The Smithsonian Institution’s long-range master plan for the nation’s second-oldest zoo features a three-station aerial tram running the length of its 163 acres, a 1,128-space parking garage at the midpoint entry, a total overhaul of zoo infrastructure, seven new animal exhibits, and new plazas and visitor amenities throughout.
The National Capital Planning Commission approved the master plan, estimated to cost between $900 million and $1.1 billion, unanimously and virtually without comment.
“I believe what you have before you is a very sound road map,” said John Berry, the zoo’s executive director.

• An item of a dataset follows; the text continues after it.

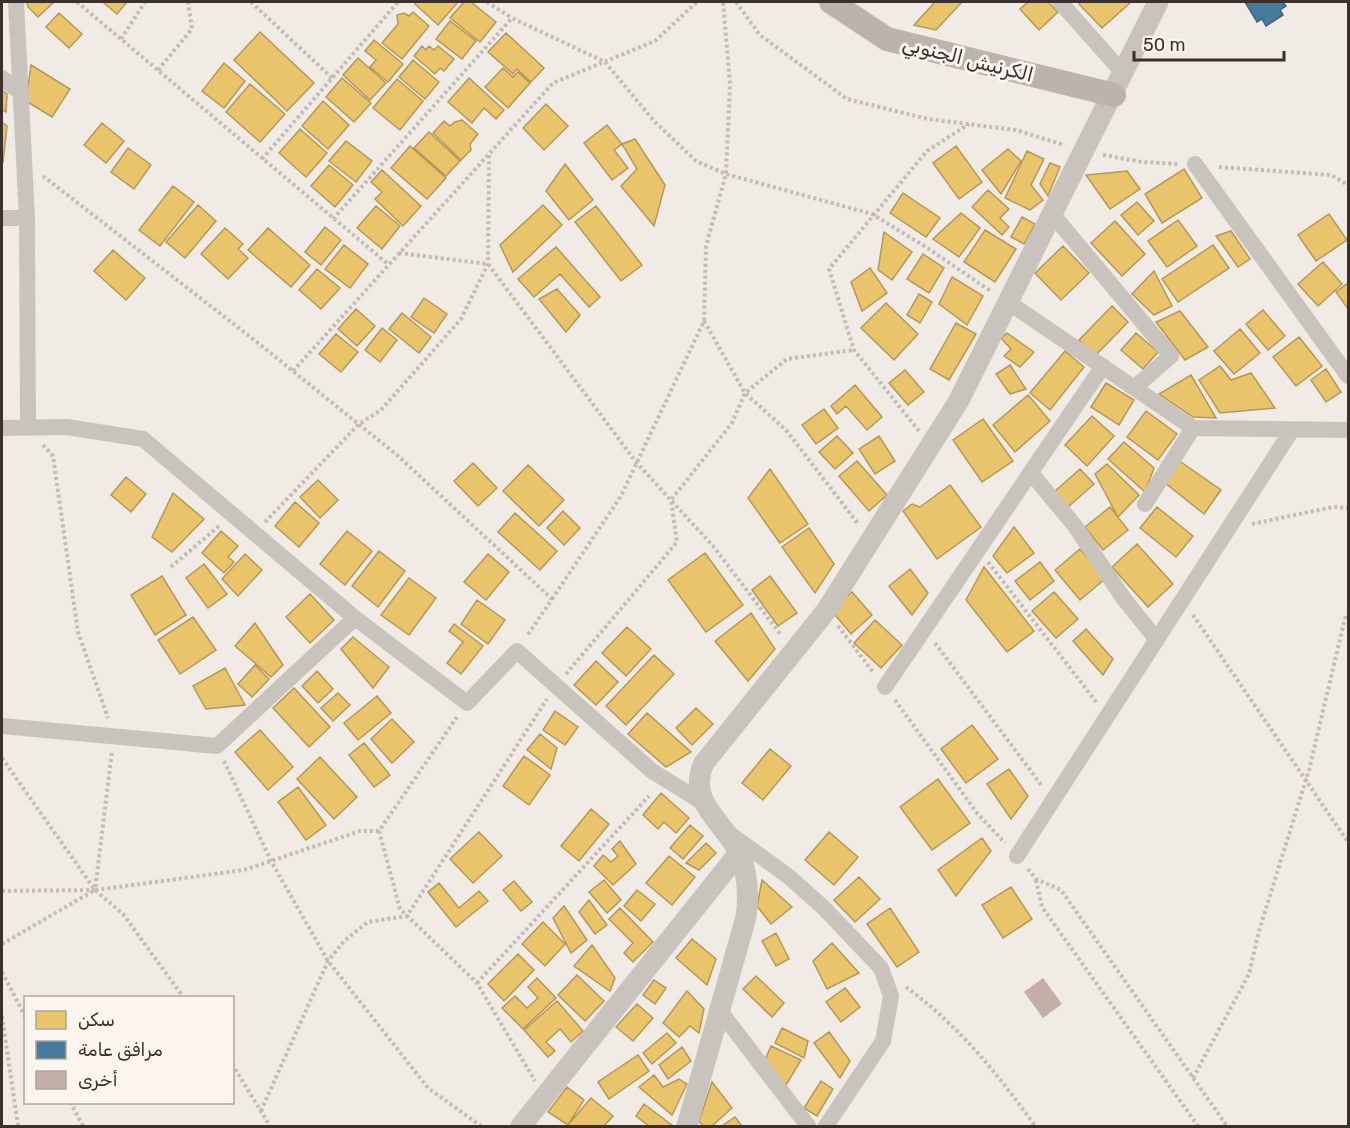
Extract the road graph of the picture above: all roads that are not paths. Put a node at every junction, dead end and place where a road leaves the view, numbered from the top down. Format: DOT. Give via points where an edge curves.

The 119-year-old zoo is widely considered out-of-date. Much of its infrastructure dates back a half-century or more. Parking is scarce. Exhibits and amenities are too tightly clustered. Movement throughout is difficult.
The commission staff agreed, stating in a report that the “overall visitor experience does not meet the expectations of the ‘national’ name or the Smithsonian standards.”

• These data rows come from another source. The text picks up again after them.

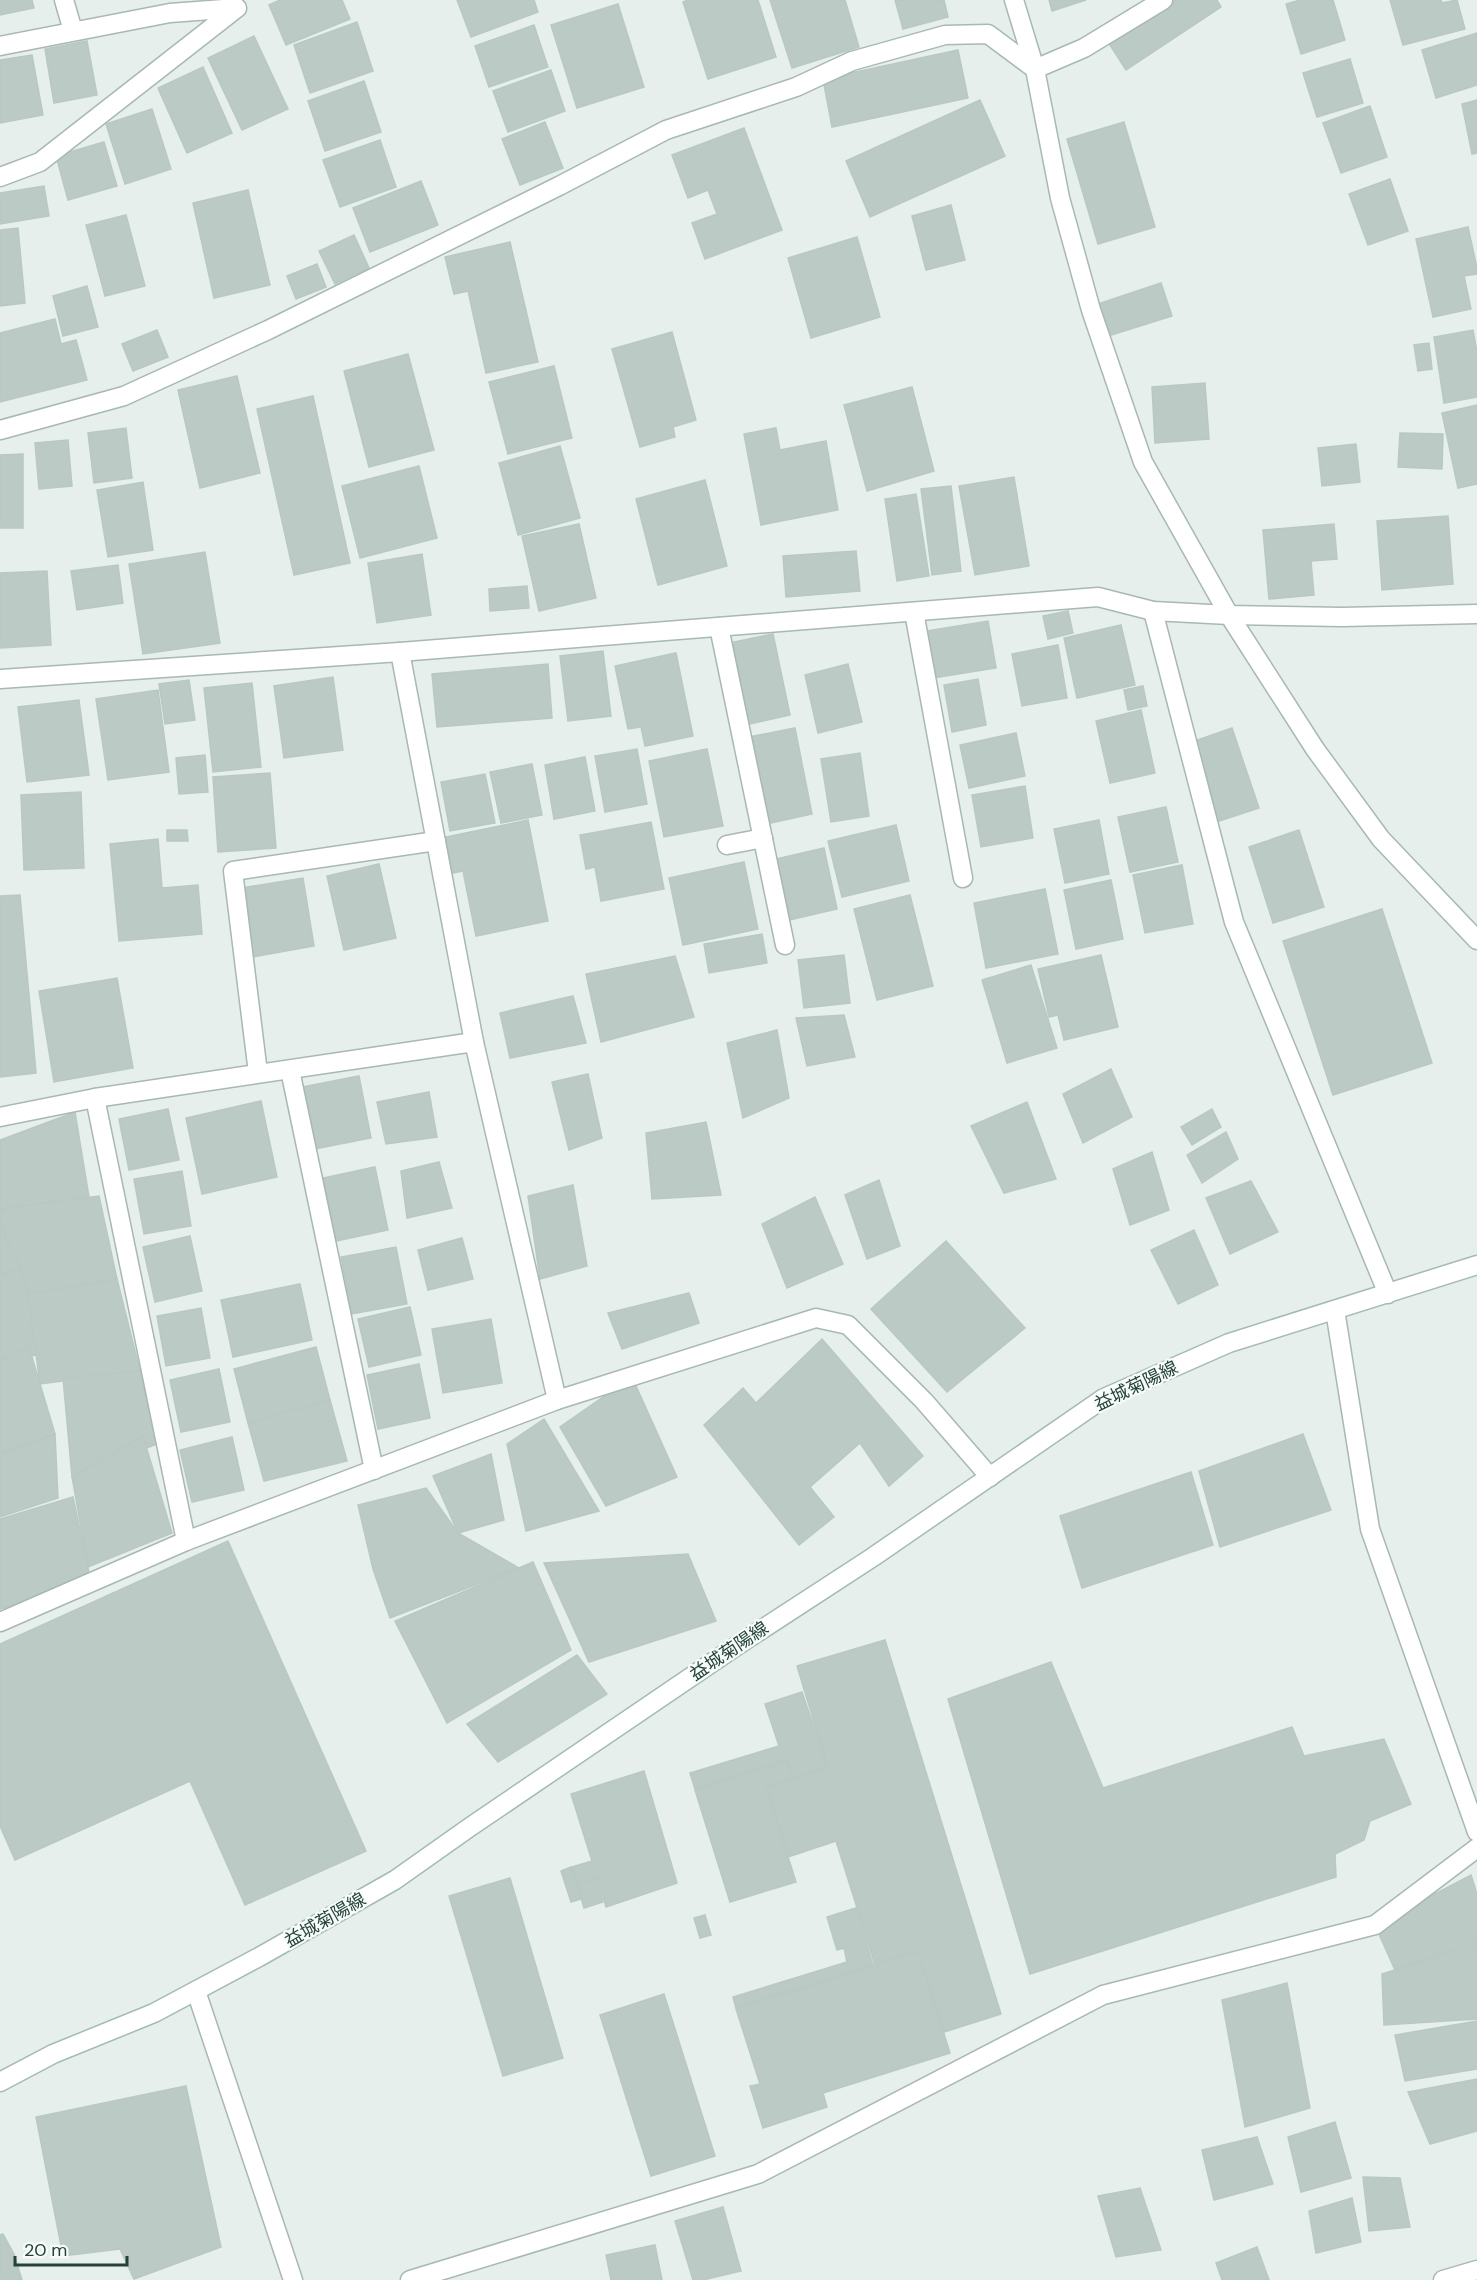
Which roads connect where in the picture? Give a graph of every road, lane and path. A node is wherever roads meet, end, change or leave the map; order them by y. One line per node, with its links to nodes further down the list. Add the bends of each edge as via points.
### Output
1 (64, 0): 5 (street)
2 (1014, 0): 7 (street)
3 (1162, 0): 7 (street, via 1084,48)
4 (242, 4): 5 (street); 8 (street, via 40,162)
5 (72, 31): 6 (street)
6 (0, 46)
7 (1035, 69): 9 (street, via 988,34 945,35 852,61 796,87 666,130 268,330 124,396); 13 (street, via 1060,198 1091,310 1143,462)
8 (0, 177)
9 (0, 430)
10 (1153, 611): 11 (street, via 1098,597); 13 (street); 29 (street, via 1234,922)
11 (914, 612): 14 (street); 20 (street)
12 (1477, 614): 13 (street)
13 (1229, 615): 21 (street, via 1315,749 1381,839)
14 (719, 627): 15 (street); 17 (street)
15 (400, 652): 16 (street); 18 (street)
16 (0, 679)
17 (763, 838): 19 (street); 22 (street)
18 (436, 841): 23 (street); 25 (street, via 233,872)
19 (727, 845)
20 (963, 878)
21 (1477, 940)
22 (785, 945)
23 (474, 1042): 24 (street); 31 (street)
24 (290, 1070): 25 (street); 32 (street)
25 (258, 1073): 26 (street)
26 (95, 1098): 27 (street); 34 (street)
27 (0, 1117)
28 (1477, 1265): 29 (street, 益城菊陽線)
29 (1388, 1294): 30 (street, 益城菊陽線)
30 (1335, 1310): 33 (street, 益城菊陽線, via 1229,1343 1104,1398); 36 (street, via 1370,1529)
31 (557, 1400): 32 (street); 33 (street, via 816,1318 848,1325 924,1401)
32 (374, 1470): 34 (street)
33 (990, 1477): 38 (street, 益城菊陽線, via 395,1880)
34 (186, 1541): 35 (street)
35 (0, 1622)
36 (1477, 1832)
37 (1477, 1848): 42 (street, via 1375,1924 1103,1995 758,2174)
38 (196, 1991): 39 (street, 益城菊陽線, via 154,2013 53,2054); 41 (street)
39 (0, 2082)
40 (1477, 2270): 43 (street)
41 (293, 2280)
42 (410, 2280)
43 (1443, 2280)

The approved master plan increases exhibit space from 35 to 47 acres by reclaiming surface parking lots. With the construction of the proposed midpoint garage, the number of parking spaces would soar from 868 to 1,285.
The Smithsonian, at the NCPC’s request, eliminated from the plans a proposed 300-space underground garage slated for the Connecticut Avenue entrance. D.C. planning director Harriet Tregoning, in written comments, questioned why the zoo would add so much new parking but offer “limited and vague strategies and commitment to encourage walking, bicycling and transit-use by staff and visitors.”

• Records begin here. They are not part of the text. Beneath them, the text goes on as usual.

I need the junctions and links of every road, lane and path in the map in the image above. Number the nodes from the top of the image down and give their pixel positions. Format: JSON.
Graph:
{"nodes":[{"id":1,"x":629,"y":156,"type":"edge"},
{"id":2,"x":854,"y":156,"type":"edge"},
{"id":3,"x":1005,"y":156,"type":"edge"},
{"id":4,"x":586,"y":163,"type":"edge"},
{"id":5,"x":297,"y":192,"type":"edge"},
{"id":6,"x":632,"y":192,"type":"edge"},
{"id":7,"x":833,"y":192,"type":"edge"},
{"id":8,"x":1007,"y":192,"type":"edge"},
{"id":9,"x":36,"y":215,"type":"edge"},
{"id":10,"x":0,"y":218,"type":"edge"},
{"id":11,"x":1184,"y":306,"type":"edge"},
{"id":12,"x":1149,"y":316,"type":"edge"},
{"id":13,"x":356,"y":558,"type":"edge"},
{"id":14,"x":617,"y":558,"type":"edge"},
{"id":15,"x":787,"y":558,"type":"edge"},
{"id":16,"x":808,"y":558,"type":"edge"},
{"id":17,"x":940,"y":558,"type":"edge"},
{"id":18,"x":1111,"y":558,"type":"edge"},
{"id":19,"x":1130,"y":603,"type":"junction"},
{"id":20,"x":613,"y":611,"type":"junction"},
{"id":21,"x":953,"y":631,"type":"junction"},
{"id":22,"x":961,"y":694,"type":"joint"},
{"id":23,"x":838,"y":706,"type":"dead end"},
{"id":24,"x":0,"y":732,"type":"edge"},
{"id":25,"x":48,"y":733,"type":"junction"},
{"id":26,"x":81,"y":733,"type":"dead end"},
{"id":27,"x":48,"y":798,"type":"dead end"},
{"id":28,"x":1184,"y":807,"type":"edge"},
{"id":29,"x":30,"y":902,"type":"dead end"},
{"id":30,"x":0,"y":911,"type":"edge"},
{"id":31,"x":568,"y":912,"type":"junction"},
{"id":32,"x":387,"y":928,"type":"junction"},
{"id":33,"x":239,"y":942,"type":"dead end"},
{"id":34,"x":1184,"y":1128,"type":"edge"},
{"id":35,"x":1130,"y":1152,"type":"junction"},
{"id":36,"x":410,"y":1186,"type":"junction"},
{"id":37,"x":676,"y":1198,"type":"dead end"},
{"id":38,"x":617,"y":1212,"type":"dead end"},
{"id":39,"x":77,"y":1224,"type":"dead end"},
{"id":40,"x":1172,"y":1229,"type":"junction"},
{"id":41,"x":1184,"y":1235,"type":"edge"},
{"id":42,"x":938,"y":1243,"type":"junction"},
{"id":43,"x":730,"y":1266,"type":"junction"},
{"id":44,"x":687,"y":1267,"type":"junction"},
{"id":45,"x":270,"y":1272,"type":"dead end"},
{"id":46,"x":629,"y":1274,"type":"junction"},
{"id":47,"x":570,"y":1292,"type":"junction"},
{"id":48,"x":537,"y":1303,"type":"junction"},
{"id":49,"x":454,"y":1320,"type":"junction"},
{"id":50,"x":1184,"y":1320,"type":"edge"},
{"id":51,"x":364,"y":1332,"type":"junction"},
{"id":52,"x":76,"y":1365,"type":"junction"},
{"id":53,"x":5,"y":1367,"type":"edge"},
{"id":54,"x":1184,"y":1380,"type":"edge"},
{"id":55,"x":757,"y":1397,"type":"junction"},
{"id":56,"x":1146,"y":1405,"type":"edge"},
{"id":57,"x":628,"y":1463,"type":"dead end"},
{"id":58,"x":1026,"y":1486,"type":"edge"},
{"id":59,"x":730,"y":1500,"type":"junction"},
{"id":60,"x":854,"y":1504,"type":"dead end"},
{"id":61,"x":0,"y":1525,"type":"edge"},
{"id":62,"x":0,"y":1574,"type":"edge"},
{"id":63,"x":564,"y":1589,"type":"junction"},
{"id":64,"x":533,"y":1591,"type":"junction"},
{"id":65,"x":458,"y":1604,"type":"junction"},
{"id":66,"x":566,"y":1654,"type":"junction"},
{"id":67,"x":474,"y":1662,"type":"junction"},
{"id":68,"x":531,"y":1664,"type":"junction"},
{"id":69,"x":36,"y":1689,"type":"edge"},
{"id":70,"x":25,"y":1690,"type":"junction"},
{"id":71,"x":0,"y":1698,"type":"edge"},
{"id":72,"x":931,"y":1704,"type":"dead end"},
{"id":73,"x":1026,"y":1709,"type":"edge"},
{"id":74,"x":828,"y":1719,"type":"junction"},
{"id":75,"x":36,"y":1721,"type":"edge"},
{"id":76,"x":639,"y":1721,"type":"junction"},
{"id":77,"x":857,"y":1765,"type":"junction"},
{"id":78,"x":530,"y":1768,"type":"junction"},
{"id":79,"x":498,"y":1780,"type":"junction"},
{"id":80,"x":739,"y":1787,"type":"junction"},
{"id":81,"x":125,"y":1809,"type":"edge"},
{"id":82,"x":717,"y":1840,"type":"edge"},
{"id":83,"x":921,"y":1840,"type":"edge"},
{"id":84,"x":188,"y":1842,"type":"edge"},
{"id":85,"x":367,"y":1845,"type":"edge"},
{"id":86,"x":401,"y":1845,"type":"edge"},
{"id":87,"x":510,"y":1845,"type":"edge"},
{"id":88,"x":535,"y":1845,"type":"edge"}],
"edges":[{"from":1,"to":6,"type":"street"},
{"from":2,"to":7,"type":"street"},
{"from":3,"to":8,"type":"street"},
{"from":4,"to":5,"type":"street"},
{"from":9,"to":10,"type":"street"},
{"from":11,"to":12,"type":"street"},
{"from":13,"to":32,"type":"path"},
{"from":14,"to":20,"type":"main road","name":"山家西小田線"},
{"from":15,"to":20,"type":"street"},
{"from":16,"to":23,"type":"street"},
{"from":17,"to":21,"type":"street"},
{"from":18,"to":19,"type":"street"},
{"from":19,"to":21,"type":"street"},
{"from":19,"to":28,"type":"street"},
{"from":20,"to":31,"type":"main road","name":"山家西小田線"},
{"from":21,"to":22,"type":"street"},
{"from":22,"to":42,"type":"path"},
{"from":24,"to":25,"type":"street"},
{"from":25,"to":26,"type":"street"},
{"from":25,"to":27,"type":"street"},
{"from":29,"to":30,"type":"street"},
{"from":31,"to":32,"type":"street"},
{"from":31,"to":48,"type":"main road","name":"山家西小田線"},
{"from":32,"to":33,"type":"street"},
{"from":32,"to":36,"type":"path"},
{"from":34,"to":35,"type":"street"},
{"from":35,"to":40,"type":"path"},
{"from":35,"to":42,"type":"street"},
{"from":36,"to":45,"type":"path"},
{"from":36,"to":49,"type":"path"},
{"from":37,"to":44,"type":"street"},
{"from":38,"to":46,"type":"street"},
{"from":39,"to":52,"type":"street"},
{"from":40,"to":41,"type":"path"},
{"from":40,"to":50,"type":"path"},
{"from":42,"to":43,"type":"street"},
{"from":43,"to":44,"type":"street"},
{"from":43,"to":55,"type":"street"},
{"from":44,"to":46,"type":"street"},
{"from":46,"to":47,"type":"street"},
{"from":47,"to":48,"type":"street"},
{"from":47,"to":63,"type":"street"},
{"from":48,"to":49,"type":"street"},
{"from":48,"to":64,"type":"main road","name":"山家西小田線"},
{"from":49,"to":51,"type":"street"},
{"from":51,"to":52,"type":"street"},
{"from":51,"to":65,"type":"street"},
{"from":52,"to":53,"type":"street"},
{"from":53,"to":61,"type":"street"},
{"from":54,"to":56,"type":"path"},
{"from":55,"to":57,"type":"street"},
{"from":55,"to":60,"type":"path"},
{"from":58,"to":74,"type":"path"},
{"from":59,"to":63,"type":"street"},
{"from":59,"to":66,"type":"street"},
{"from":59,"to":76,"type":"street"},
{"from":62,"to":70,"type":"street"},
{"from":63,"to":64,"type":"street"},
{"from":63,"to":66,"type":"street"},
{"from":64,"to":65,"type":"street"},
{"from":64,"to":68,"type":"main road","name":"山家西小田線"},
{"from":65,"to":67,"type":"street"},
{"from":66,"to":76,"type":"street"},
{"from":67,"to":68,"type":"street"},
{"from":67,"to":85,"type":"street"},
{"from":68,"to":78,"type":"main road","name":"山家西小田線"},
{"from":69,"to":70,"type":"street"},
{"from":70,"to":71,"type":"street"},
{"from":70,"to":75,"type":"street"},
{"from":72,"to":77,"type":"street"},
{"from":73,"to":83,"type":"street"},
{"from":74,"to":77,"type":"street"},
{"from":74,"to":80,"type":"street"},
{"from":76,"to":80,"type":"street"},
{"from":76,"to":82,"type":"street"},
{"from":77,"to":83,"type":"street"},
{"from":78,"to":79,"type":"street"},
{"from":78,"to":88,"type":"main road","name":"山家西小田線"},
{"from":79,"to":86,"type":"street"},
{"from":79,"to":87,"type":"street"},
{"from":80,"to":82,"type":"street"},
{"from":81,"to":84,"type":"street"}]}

“I have to say I did agree with that because the zoo is Metro-accessible and attracts an awful lot of visitors who could take Metro or public transportation but don’t,” said Lee Brian Reba, a Woodley Park advisory neighborhood commissioner who lives steps away from the zoo.
Neighbors’ top concerns remain parking, traffic and zoo-related trash, Reba said, but the master plan represents a giant leap forward.
Many of the individual projects described vaguely in the blueprint are years away and heavily dependent on private donations, Smithsonian officials said. The aerial tram, a central feature, would provide visitors an alternative means of traversing the zoo’s steep terrain, which Berry compared to walking the stairs of a 16-story office building.